UK Mandatory Disclosure Rules regulations are published

Rules come into force on 28 March 2023

Rules come into force on 28 March 2023

The final version of the regulations for UK Mandatory Disclosure Rules (MDR) have now been published. These regulations will come into force on 28 March 2023 meaning any arrangements entered into on or after this date must be reported to HMRC under these rules. UK MDR will replace the existing DAC6 regulations which will be repealed at the same time. HMRC have confirmed the DAC6 reporting portal will remain open for one month to allow arrangements entered into before 28 March 2023 to be reported under DAC6.

In 2018 the OECD published its Model Mandatory Disclosure Rules (MDR), a template for a regime broadly designed to ensure that tax authorities would receive details of certain arrangements which might otherwise restrict their visibility of taxpayers’ assets. In particular, those rules required disclosure of certain Common Reporting Standard (CRS) avoidance arrangements and opaque offshore structures. The OECD rules were incorporated into a much broader disclosure regime (DAC 6) introduced by the EU.

The UK’s implementation of DAC 6 was a late casualty of Brexit, with a significant scaling back of the UK rules being announced shortly before reporting had been due to start on 1 January 2021. That last minute pruning, which essentially discarded those elements of the UK’s implementation of DAC 6 which hadn’t been included in the original OECD Model MDR, was always stated to be a temporary measure.

These regulations (The International Tax Enforcement (Disclosable Arrangements) Regulations 2023) follow a consultation process which started in November 2021, with HMRC’s response to the consultation being published in November 2022.

As reported in our article of 28 November 2022, the final version of the regulations has changed in one major way from the original draft. The ‘look back’ period for reporting pre-existing arrangements initially stretched back to 29 October 2014 but this has been revised to 25 June 2018 (the same as under DAC6). There is an exemption for the look back period in relation to CRS avoidance arrangements where the amount involved is less than US$1 million. There is also an exemption where relevant information has already been provided under DAC6.

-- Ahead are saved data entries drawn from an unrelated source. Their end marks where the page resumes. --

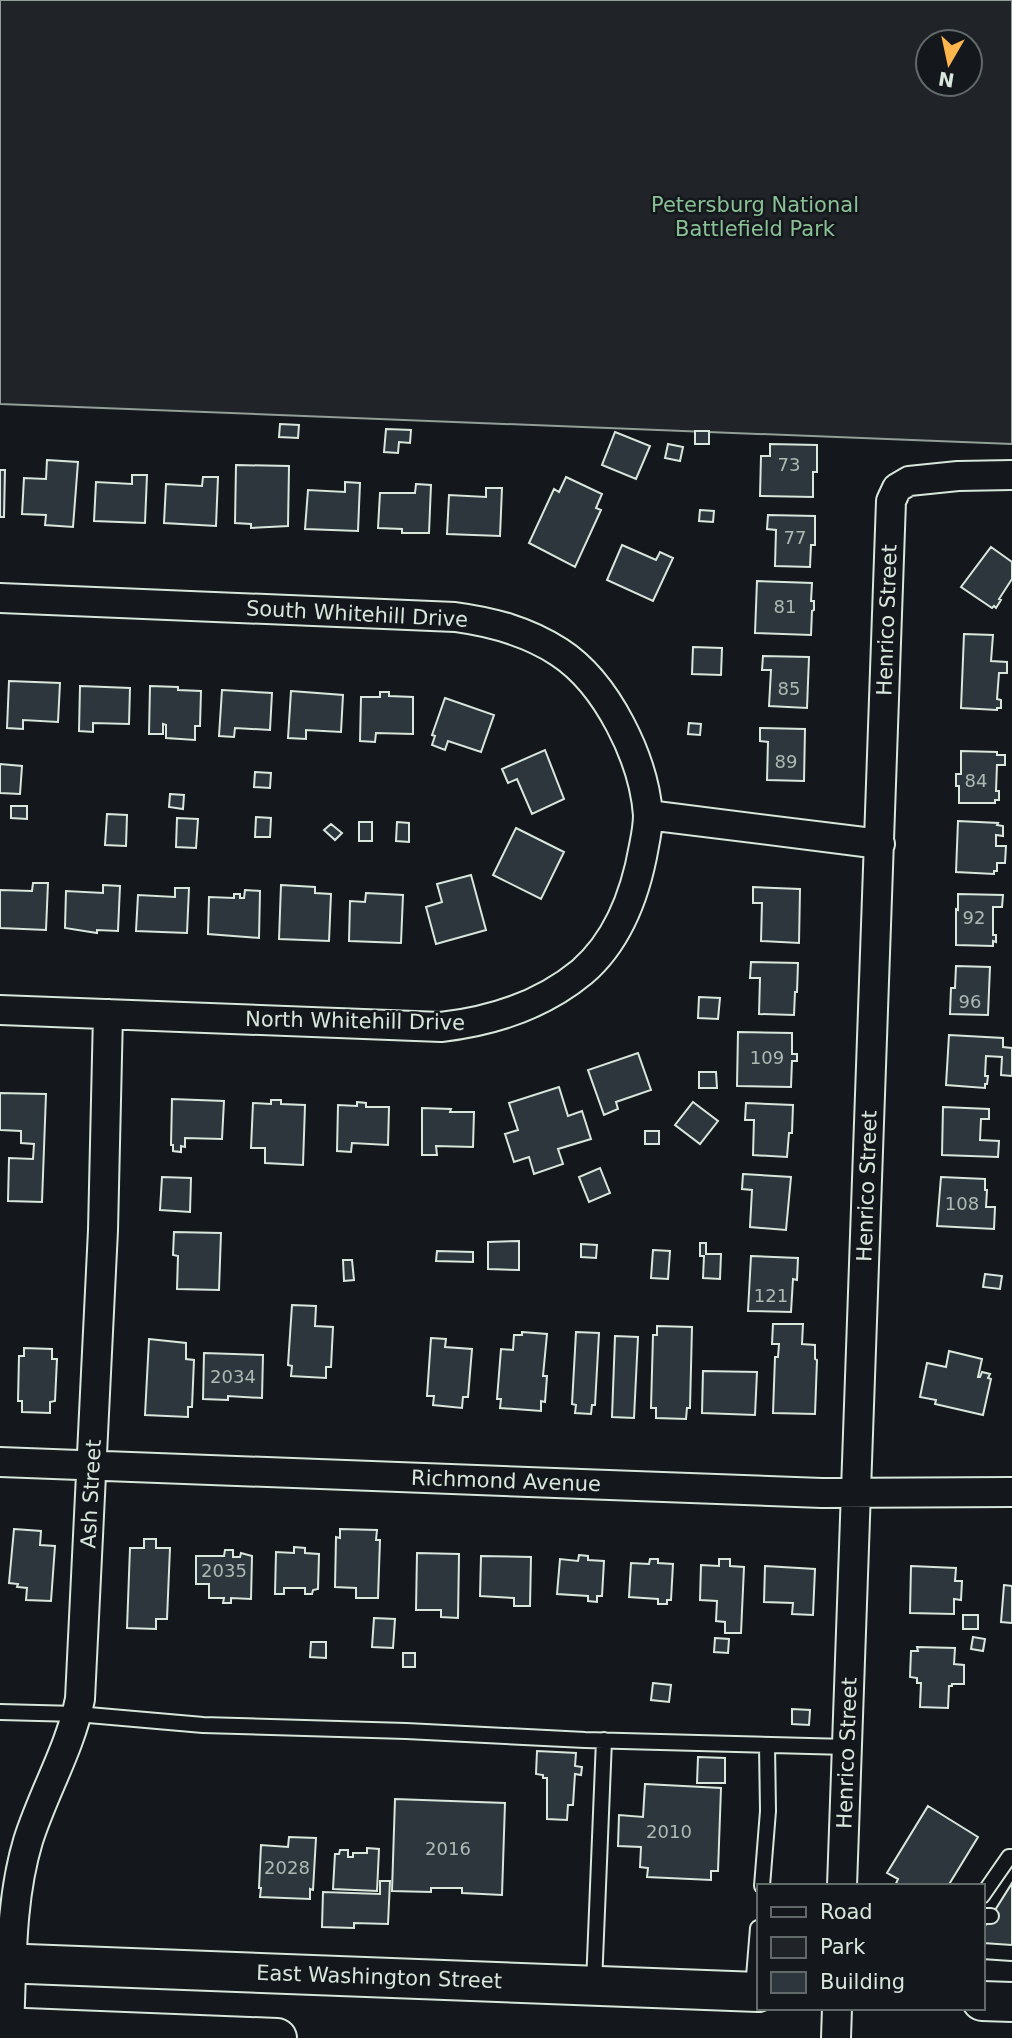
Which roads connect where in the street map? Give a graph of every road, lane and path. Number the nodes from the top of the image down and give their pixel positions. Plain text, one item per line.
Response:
1 (1012, 475) edge
2 (0, 598) edge
3 (648, 815) junction
4 (880, 844) junction
5 (0, 1010) edge
6 (108, 1014) junction
7 (0, 1462) edge
8 (92, 1465) junction
9 (1012, 1492) edge
10 (855, 1493) junction
11 (0, 1712) edge
12 (77, 1714) junction
13 (604, 1740) junction
14 (767, 1745) junction
15 (847, 1747) junction
16 (1012, 1857) edge
17 (762, 1884) edge
18 (842, 1884) edge
19 (984, 1893) edge
20 (984, 1951) edge
21 (1012, 1953) edge
22 (757, 1960) edge
23 (6, 1963) edge
24 (593, 1985) junction
25 (756, 1991) edge
26 (984, 2001) edge
27 (1012, 2002) edge
28 (837, 2010) edge
29 (5, 2028) edge
30 (276, 2038) edge
31 (835, 2038) edge

1 - 4 street, Henrico Street
2 - 3 street, South Whitehill Drive
3 - 4 street
3 - 6 street, North Whitehill Drive
4 - 10 street, Henrico Street
5 - 6 street, North Whitehill Drive
6 - 8 street, Ash Street
7 - 8 street, Richmond Avenue
8 - 10 street, Richmond Avenue
8 - 12 street, Ash Street
9 - 10 street, Richmond Avenue
10 - 15 street, Henrico Street
11 - 12 lane
12 - 13 lane
12 - 23 street, Ash Street
13 - 14 lane
13 - 24 lane
14 - 15 lane
14 - 17 lane
15 - 18 street, Henrico Street
16 - 19 lane
20 - 21 lane
22 - 25 lane
23 - 24 highway, East Washington Street
23 - 29 street, Ash Street
24 - 25 highway, East Washington Street
26 - 27 highway
28 - 31 street
29 - 30 highway

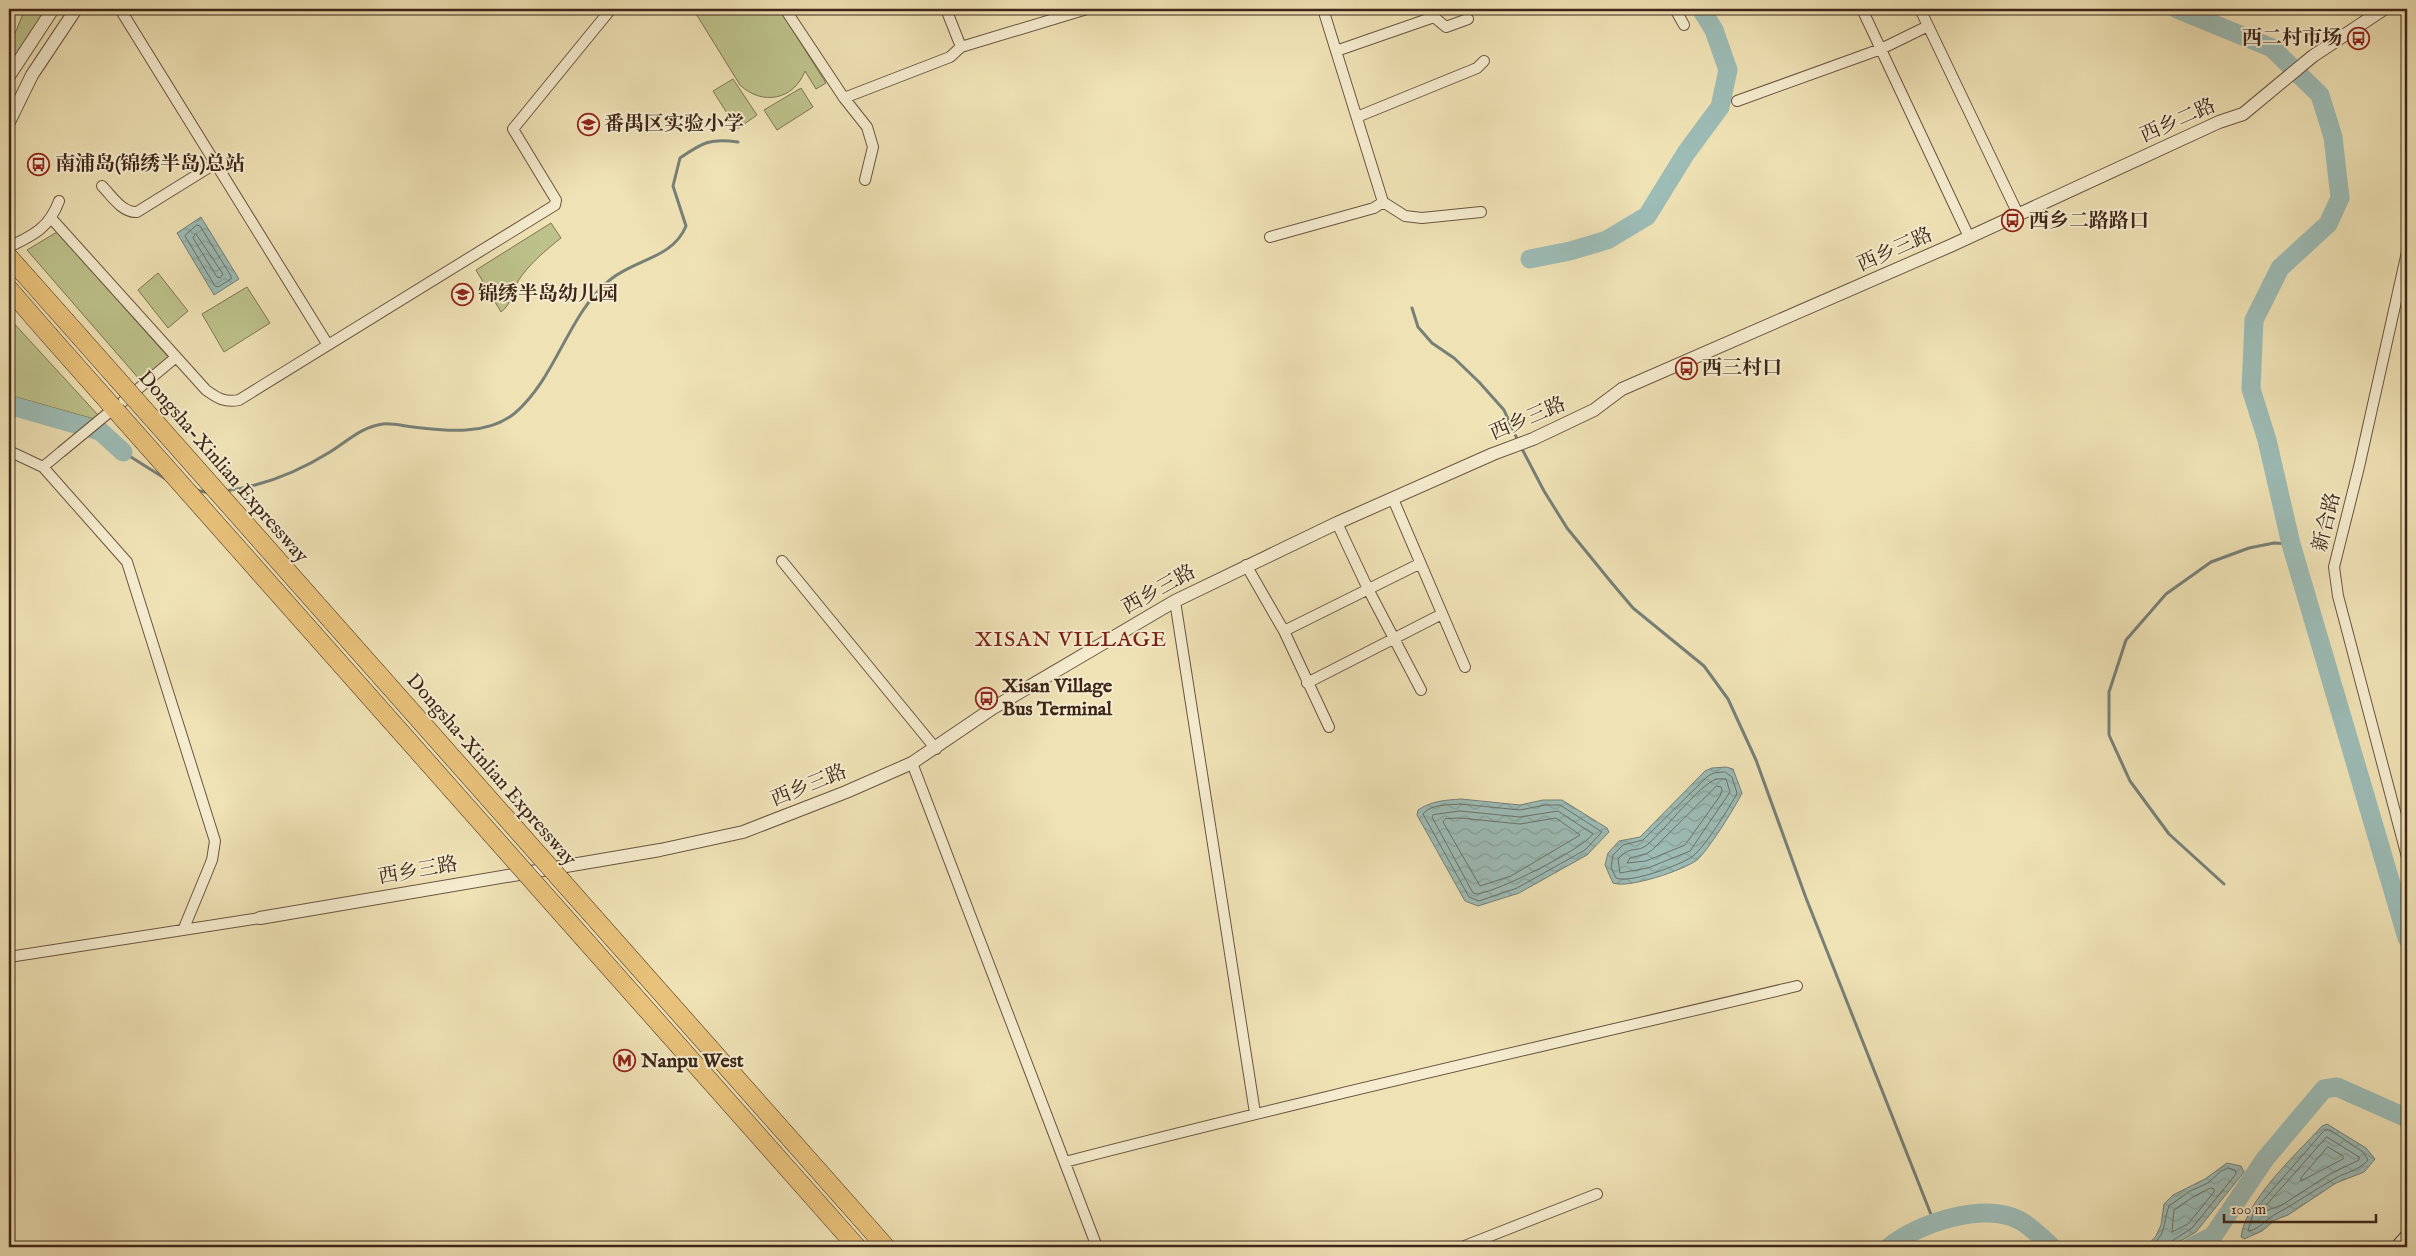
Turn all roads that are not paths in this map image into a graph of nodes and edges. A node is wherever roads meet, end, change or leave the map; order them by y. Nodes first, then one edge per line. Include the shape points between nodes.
1 (53, 9) edge
2 (76, 9) edge
3 (120, 9) edge
4 (611, 9) edge
5 (785, 9) edge
6 (946, 9) edge
7 (1087, 9) edge
8 (1323, 9) edge
9 (1675, 9) edge
10 (1862, 9) edge
11 (1920, 9) edge
12 (2384, 9) edge
13 (1468, 19) dead end
14 (1684, 25) dead end
15 (1928, 26) junction
16 (961, 47) junction
17 (1881, 49) junction
18 (1336, 51) junction
19 (1484, 61) dead end
20 (9, 76) edge
21 (844, 98) junction
22 (1737, 101) dead end
23 (1357, 117) junction
24 (9, 122) edge
25 (216, 162) junction
26 (865, 180) dead end
27 (102, 186) dead end
28 (59, 201) dead end
29 (1384, 202) junction
30 (1481, 212) dead end
31 (2018, 214) junction
32 (52, 218) junction
33 (1270, 237) dead end
34 (1969, 237) junction
35 (9, 247) edge
36 (2407, 252) edge
37 (9, 257) edge
38 (9, 289) edge
39 (328, 345) junction
40 (175, 358) junction
41 (9, 451) edge
42 (43, 467) junction
43 (1393, 499) junction
44 (1337, 522) junction
45 (782, 561) dead end
46 (1419, 564) junction
47 (1246, 565) junction
48 (1368, 589) junction
49 (1175, 601) junction
50 (1442, 614) junction
51 (1284, 631) junction
52 (1394, 639) junction
53 (1466, 667) dead end
54 (1308, 684) junction
55 (1421, 690) dead end
56 (1329, 727) dead end
57 (936, 749) junction
58 (912, 763) junction
59 (2407, 857) edge
60 (260, 918) joint
61 (184, 928) junction
62 (9, 957) edge
63 (1797, 986) dead end
64 (1255, 1113) junction
65 (1065, 1162) junction
66 (1597, 1194) dead end
67 (2407, 1237) edge
68 (857, 1247) edge
69 (886, 1247) edge
70 (1097, 1247) edge
71 (1462, 1247) edge
72 (2398, 1247) edge

1 - 20 street
2 - 24 street via 32,75
3 - 25 street
4 - 39 street via 513,129 556,200 555,205
5 - 21 street
6 - 16 street
7 - 16 street
8 - 18 street
9 - 14 street
10 - 17 street
11 - 15 street
12 - 31 street, 西乡二路 via 2313,56 2243,114
13 - 18 street via 1446,27 1434,17
15 - 17 street
15 - 31 street
16 - 21 street via 950,57
17 - 22 street
17 - 34 street
18 - 23 street
19 - 23 street via 1477,68
21 - 26 street via 867,127 873,147
23 - 29 street
25 - 27 street via 136,212 118,204
25 - 39 street
28 - 32 street
29 - 30 street via 1405,216 1422,218
29 - 33 street via 1374,208
31 - 34 street, 西乡二路
32 - 35 street via 33,235
32 - 40 street
34 - 43 street, 西乡三路 via 1622,389 1594,410
36 - 59 street, 新合路 via 2334,567 2338,596
37 - 69 highway, Dongsha-Xinlian Expressway, bridge
38 - 68 highway, Dongsha-Xinlian Expressway, bridge
39 - 40 street via 239,400 230,402 206,390
40 - 42 street, bridge
41 - 42 street
42 - 61 street via 127,562 210,824 215,841 212,860
43 - 44 street, 西乡三路
43 - 46 street
44 - 47 street, 西乡三路
44 - 48 street
45 - 57 street
46 - 48 street
46 - 50 street
47 - 49 street, 西乡三路
47 - 51 street
48 - 51 street
48 - 52 street
49 - 57 street, 西乡三路 via 993,708
49 - 64 street
50 - 52 street
50 - 53 street
51 - 54 street
52 - 54 street
52 - 55 street
54 - 56 street
57 - 58 street, 西乡三路
58 - 60 street, 西乡三路 via 743,832 660,850
58 - 65 street
60 - 61 street
61 - 62 street
63 - 64 street
64 - 65 street
65 - 70 street
66 - 71 street
67 - 72 main road

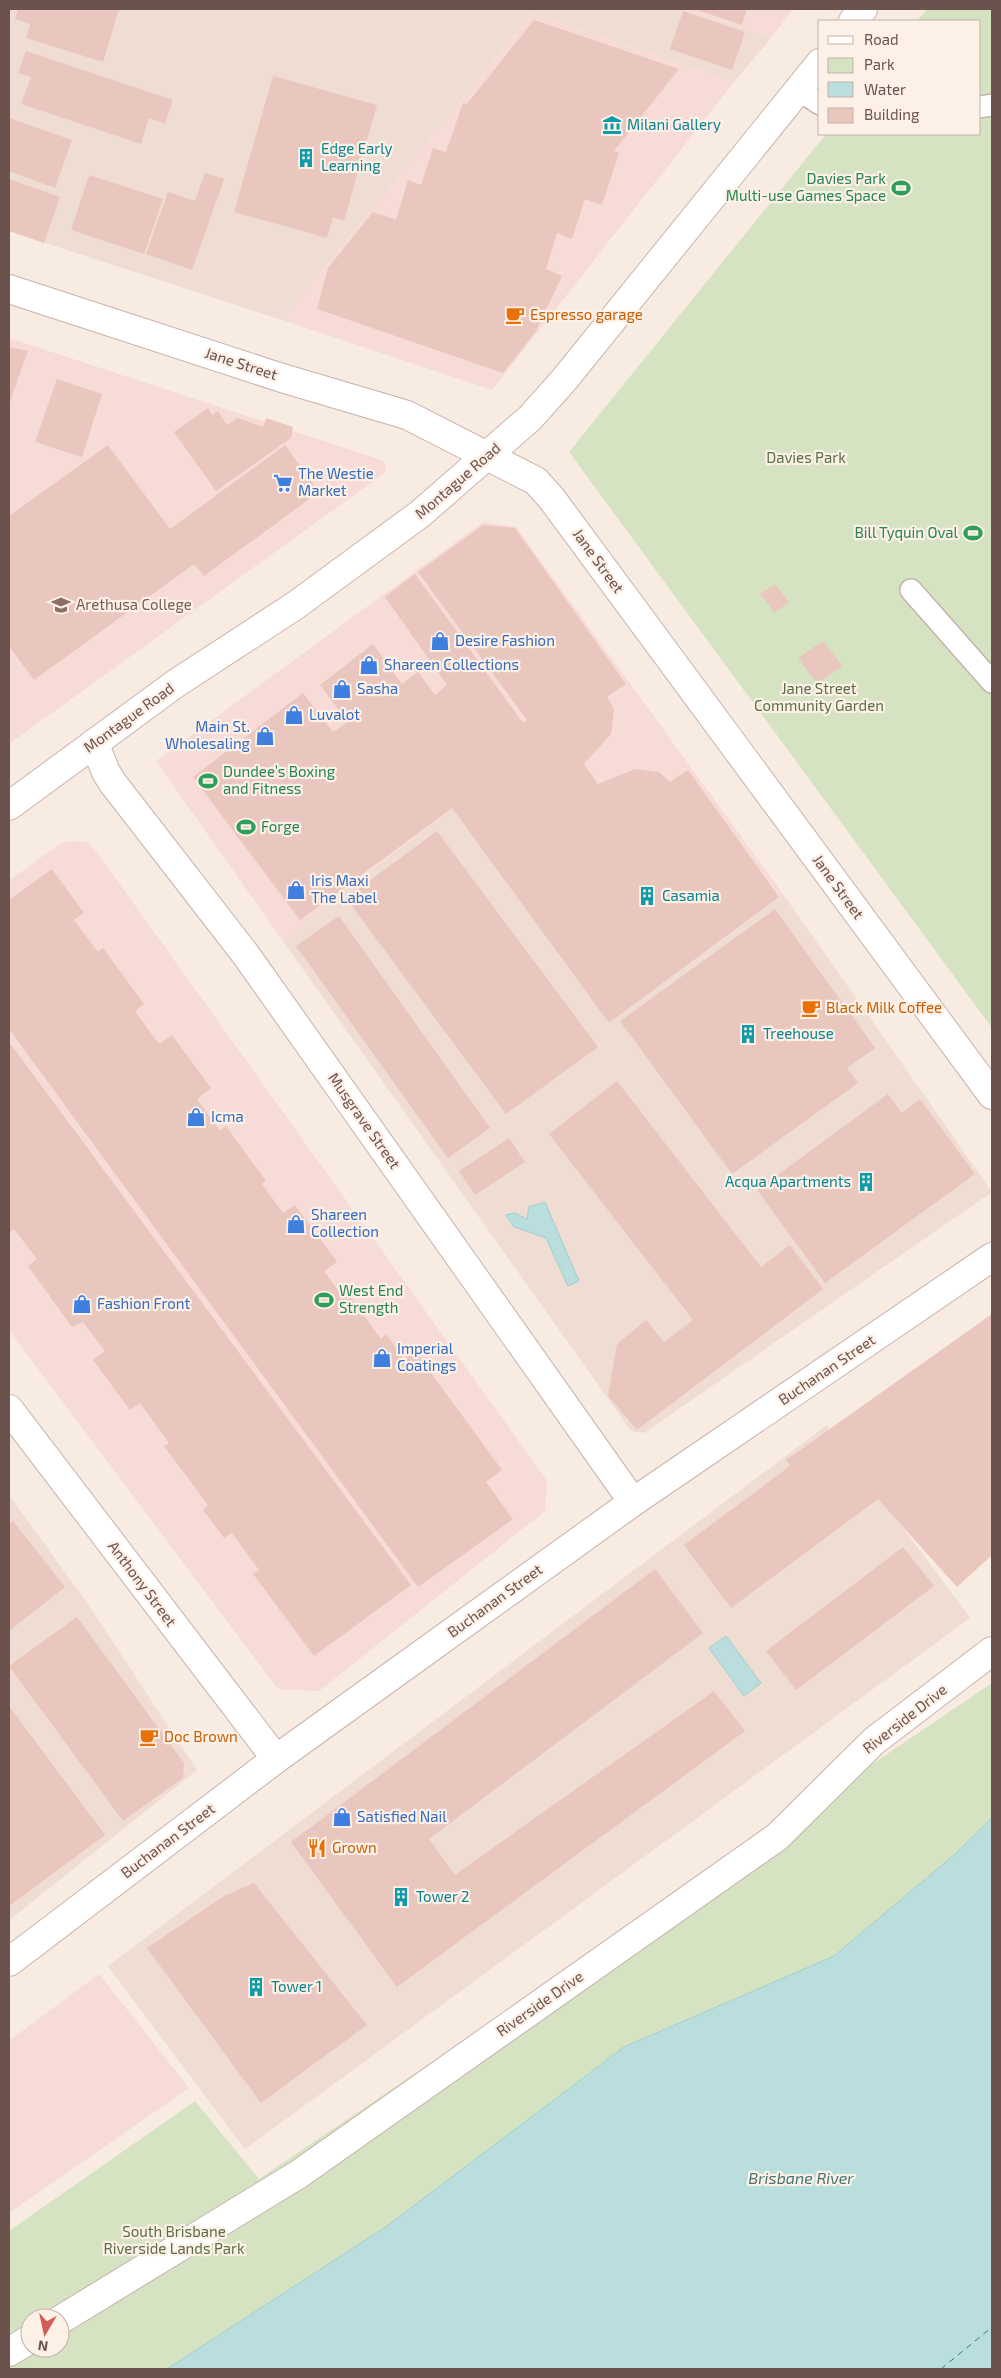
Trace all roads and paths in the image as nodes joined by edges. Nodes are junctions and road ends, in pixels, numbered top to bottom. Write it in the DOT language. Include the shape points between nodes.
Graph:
graph roads {
  1 [pos="863,9"];
  2 [pos="854,20"];
  3 [pos="818,69"];
  4 [pos="809,97"];
  5 [pos="9,289"];
  6 [pos="489,455"];
  7 [pos="911,590"];
  8 [pos="992,682"];
  9 [pos="94,743"];
  10 [pos="9,806"];
  11 [pos="992,1095"];
  12 [pos="992,1257"];
  13 [pos="9,1410"];
  14 [pos="633,1502"];
  15 [pos="992,1651"];
  16 [pos="276,1759"];
  17 [pos="9,1962"];
  18 [pos="70,2314"];
  19 [pos="20,2345"];
  20 [pos="9,2352"];
  1 -- 2 [label="street"];
  3 -- 4 [label="street, Montague Road"];
  4 -- 6 [label="street, Montague Road" via="564,380 530,418"];
  5 -- 6 [label="street, Jane Street" via="407,415"];
  6 -- 9 [label="street, Montague Road" via="420,514 296,605"];
  6 -- 11 [label="street, Jane Street" via="536,481 552,499"];
  7 -- 8 [label="lane"];
  9 -- 10 [label="street, Montague Road"];
  9 -- 14 [label="street, Musgrave Street" via="112,782 246,955"];
  12 -- 14 [label="street, Buchanan Street"];
  13 -- 16 [label="street, Anthony Street"];
  14 -- 16 [label="street, Buchanan Street"];
  15 -- 18 [label="street, Riverside Drive" via="874,1741 777,1837 300,2174"];
  16 -- 17 [label="street, Buchanan Street"];
  19 -- 20 [label="street"];
}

The current (DAC6) regime only requires reporting of arrangements which ‘concern’ either the UK or an EU Member State. The OECD rules do not include this territorial restriction, although a reporting obligation should only arise to a person with a relevant link to the UK. Whilst it seems HMRC wish to keep interpretation of UK MDR as close to DAC6 as possible, this does potentially expand the population of arrangements which need to be considered.

As reported previously, HMRC are not providing an online manual reporting system. Instead, any reporting will need to be done online using XML file format. HMRC’s reasoning is that XML is the commonly agreed method for international automatic exchanges of information.

The requirement to use XML file format will mean taxpayers and advisers may need to revisit internal processes and software options.

We understand HMRC envisage that generally the guidance will be consistent with existing DAC6 guidance, except where changes are necessary to ensure alignment with the model rules and commentary, or to address any gaps in the existing guidance.